* DIRECTIONS
Could you transcribe every record below exactly, leaving out the pictures?
───── MATERIAL FOR THIS TASK ─────
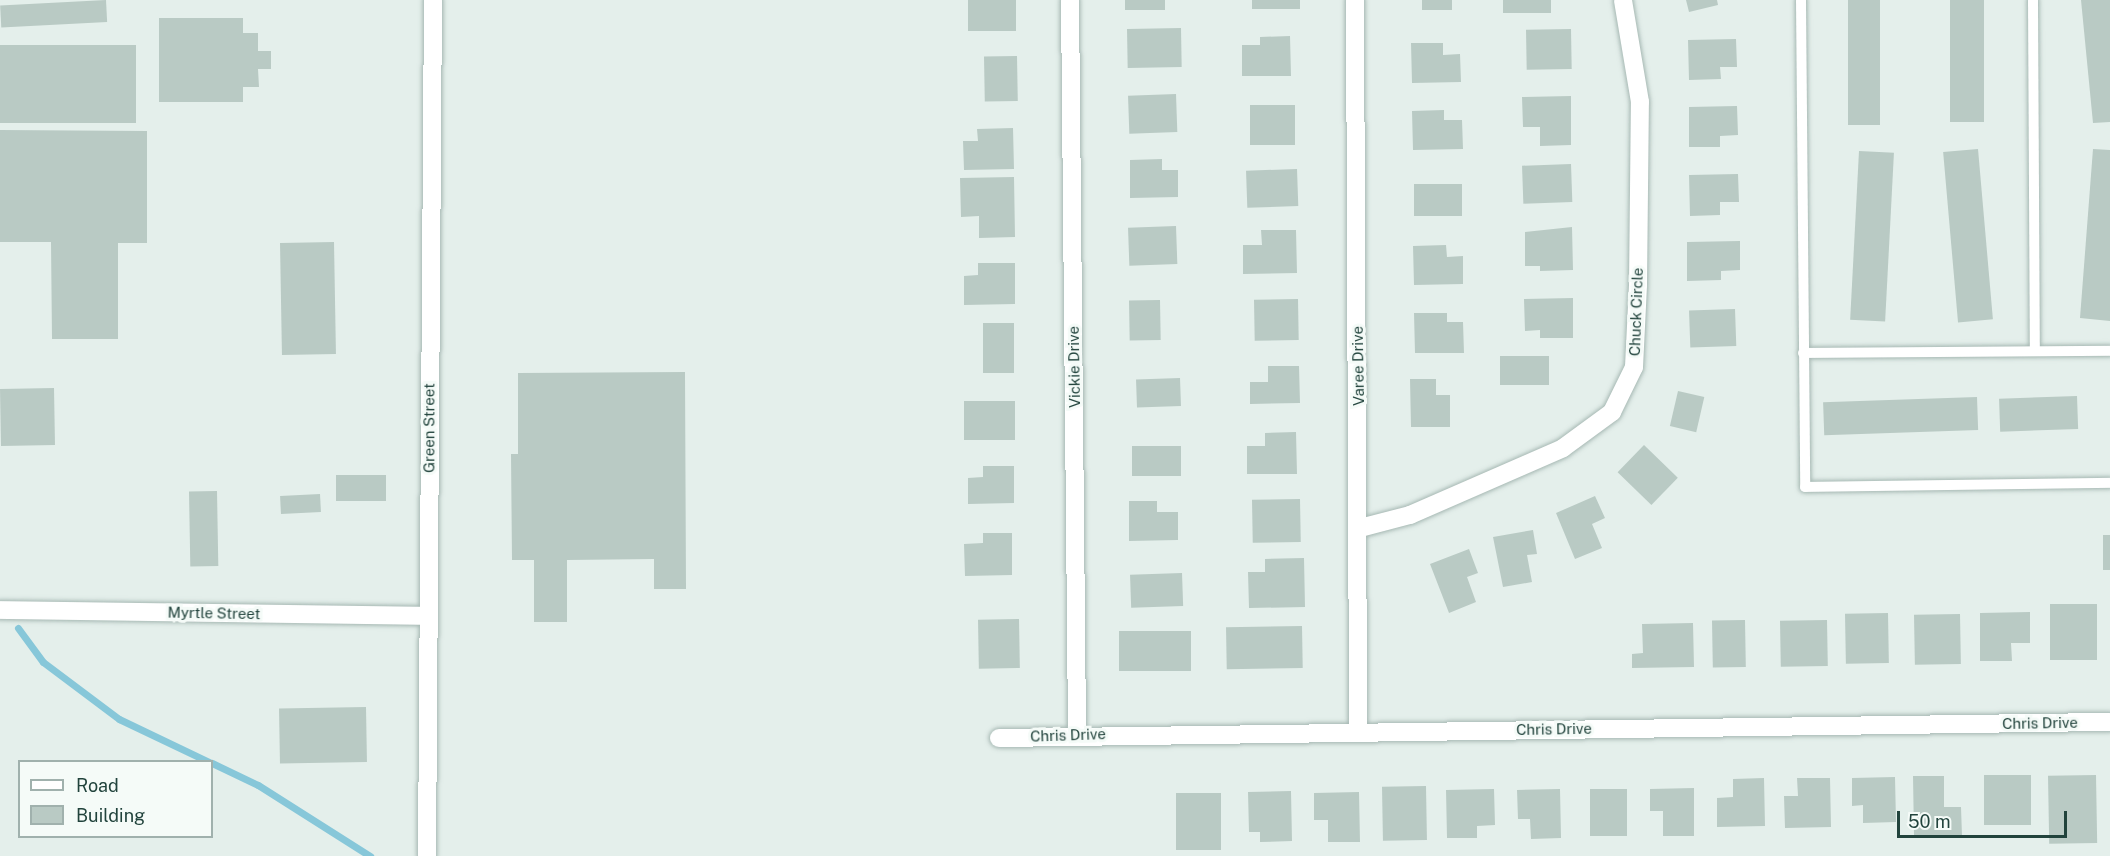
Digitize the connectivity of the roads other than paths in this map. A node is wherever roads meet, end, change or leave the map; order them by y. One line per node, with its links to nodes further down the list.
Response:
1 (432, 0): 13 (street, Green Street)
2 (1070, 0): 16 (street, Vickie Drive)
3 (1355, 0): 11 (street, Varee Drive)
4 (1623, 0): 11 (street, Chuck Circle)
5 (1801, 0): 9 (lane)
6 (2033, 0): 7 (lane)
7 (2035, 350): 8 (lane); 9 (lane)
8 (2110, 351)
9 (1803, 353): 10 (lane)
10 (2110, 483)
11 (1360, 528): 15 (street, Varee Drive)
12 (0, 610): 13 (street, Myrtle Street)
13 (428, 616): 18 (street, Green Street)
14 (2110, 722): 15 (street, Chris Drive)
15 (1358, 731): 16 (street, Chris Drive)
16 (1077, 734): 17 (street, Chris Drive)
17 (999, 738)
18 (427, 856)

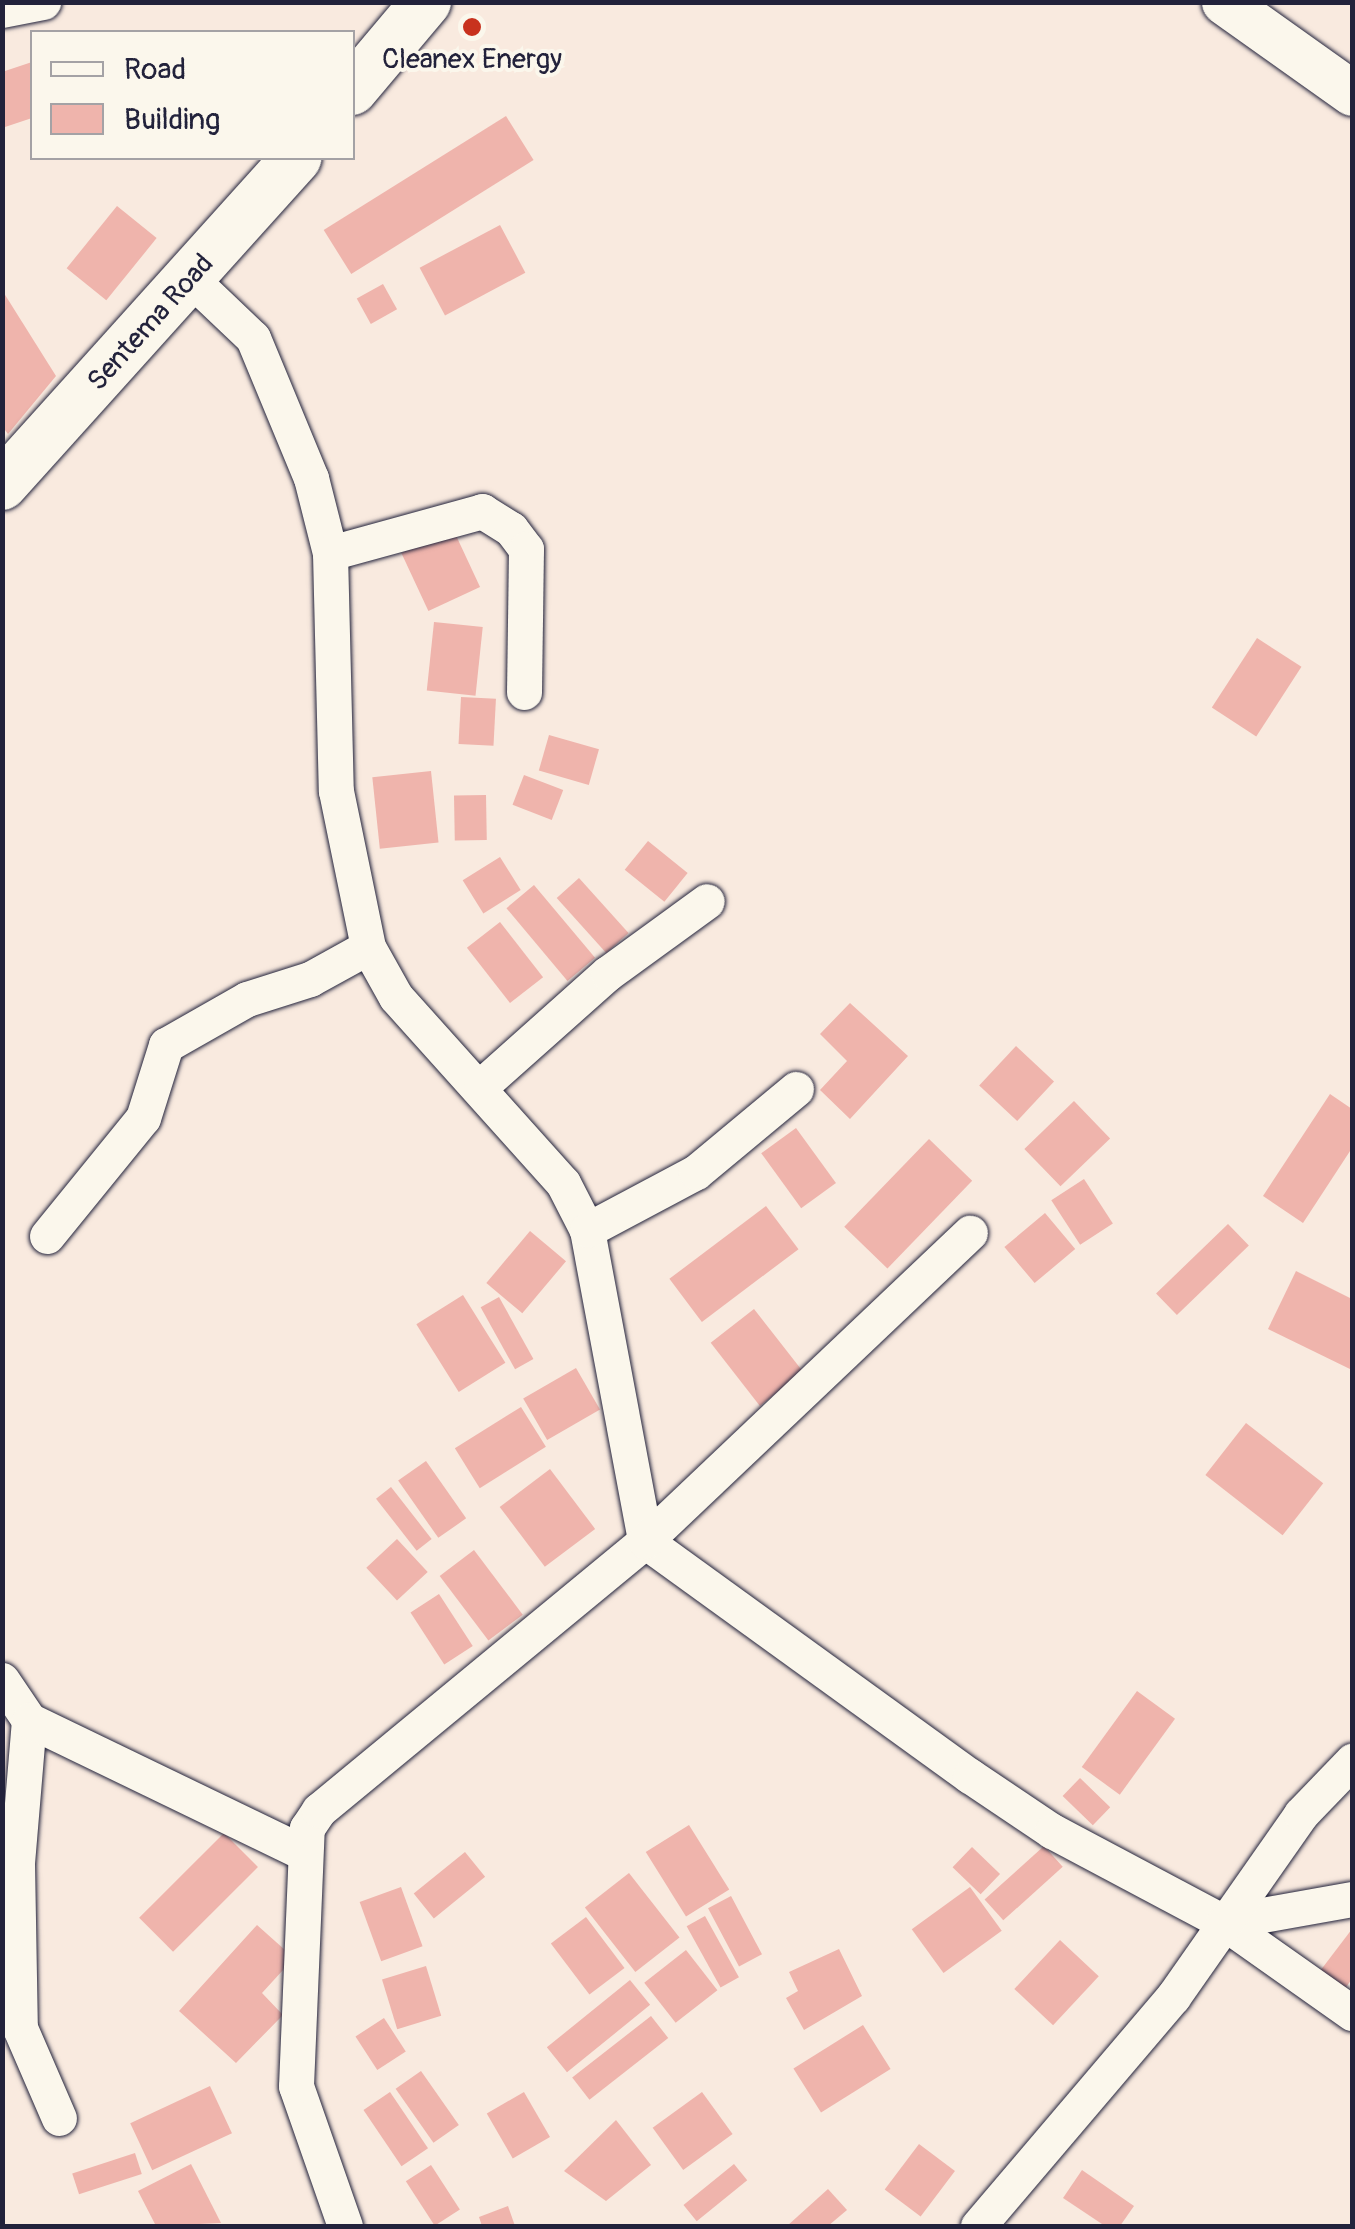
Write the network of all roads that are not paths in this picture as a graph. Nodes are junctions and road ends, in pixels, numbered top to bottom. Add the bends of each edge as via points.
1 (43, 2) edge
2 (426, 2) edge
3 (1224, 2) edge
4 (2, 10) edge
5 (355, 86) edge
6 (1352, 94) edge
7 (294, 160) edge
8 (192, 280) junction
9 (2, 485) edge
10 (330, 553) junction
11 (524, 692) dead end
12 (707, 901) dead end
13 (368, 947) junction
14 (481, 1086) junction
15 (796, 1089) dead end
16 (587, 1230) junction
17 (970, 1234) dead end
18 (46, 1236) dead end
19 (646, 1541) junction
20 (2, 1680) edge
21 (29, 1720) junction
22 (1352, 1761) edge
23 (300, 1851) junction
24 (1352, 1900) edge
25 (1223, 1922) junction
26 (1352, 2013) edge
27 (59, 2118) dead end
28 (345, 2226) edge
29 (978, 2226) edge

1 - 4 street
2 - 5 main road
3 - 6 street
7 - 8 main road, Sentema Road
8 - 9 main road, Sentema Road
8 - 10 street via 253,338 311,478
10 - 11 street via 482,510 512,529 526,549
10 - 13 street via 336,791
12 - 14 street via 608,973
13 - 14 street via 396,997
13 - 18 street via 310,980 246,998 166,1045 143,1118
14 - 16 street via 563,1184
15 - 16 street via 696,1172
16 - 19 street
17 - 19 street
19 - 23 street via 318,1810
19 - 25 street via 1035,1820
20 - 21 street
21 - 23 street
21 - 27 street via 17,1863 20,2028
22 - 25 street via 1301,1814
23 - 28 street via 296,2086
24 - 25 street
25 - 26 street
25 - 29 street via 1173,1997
─────
* PROBLEM SOLUTION
Digitize the connectivity of the roads other than paths in this map. A node is wherever roads meet, end, change or leave the map; order them by y. One line per node, with its links to nodes further down the list.
Response:
1 (432, 0): 13 (street, Green Street)
2 (1070, 0): 16 (street, Vickie Drive)
3 (1355, 0): 11 (street, Varee Drive)
4 (1623, 0): 11 (street, Chuck Circle)
5 (1801, 0): 9 (lane)
6 (2033, 0): 7 (lane)
7 (2035, 350): 8 (lane); 9 (lane)
8 (2110, 351)
9 (1803, 353): 10 (lane)
10 (2110, 483)
11 (1360, 528): 15 (street, Varee Drive)
12 (0, 610): 13 (street, Myrtle Street)
13 (428, 616): 18 (street, Green Street)
14 (2110, 722): 15 (street, Chris Drive)
15 (1358, 731): 16 (street, Chris Drive)
16 (1077, 734): 17 (street, Chris Drive)
17 (999, 738)
18 (427, 856)

Write the network of all roads that are not paths in this picture as a graph. Nodes are junctions and road ends, in pixels, numbered top to bottom. Add the bends of each edge as via points.
1 (43, 2) edge
2 (426, 2) edge
3 (1224, 2) edge
4 (2, 10) edge
5 (355, 86) edge
6 (1352, 94) edge
7 (294, 160) edge
8 (192, 280) junction
9 (2, 485) edge
10 (330, 553) junction
11 (524, 692) dead end
12 (707, 901) dead end
13 (368, 947) junction
14 (481, 1086) junction
15 (796, 1089) dead end
16 (587, 1230) junction
17 (970, 1234) dead end
18 (46, 1236) dead end
19 (646, 1541) junction
20 (2, 1680) edge
21 (29, 1720) junction
22 (1352, 1761) edge
23 (300, 1851) junction
24 (1352, 1900) edge
25 (1223, 1922) junction
26 (1352, 2013) edge
27 (59, 2118) dead end
28 (345, 2226) edge
29 (978, 2226) edge

1 - 4 street
2 - 5 main road
3 - 6 street
7 - 8 main road, Sentema Road
8 - 9 main road, Sentema Road
8 - 10 street via 253,338 311,478
10 - 11 street via 482,510 512,529 526,549
10 - 13 street via 336,791
12 - 14 street via 608,973
13 - 14 street via 396,997
13 - 18 street via 310,980 246,998 166,1045 143,1118
14 - 16 street via 563,1184
15 - 16 street via 696,1172
16 - 19 street
17 - 19 street
19 - 23 street via 318,1810
19 - 25 street via 1035,1820
20 - 21 street
21 - 23 street
21 - 27 street via 17,1863 20,2028
22 - 25 street via 1301,1814
23 - 28 street via 296,2086
24 - 25 street
25 - 26 street
25 - 29 street via 1173,1997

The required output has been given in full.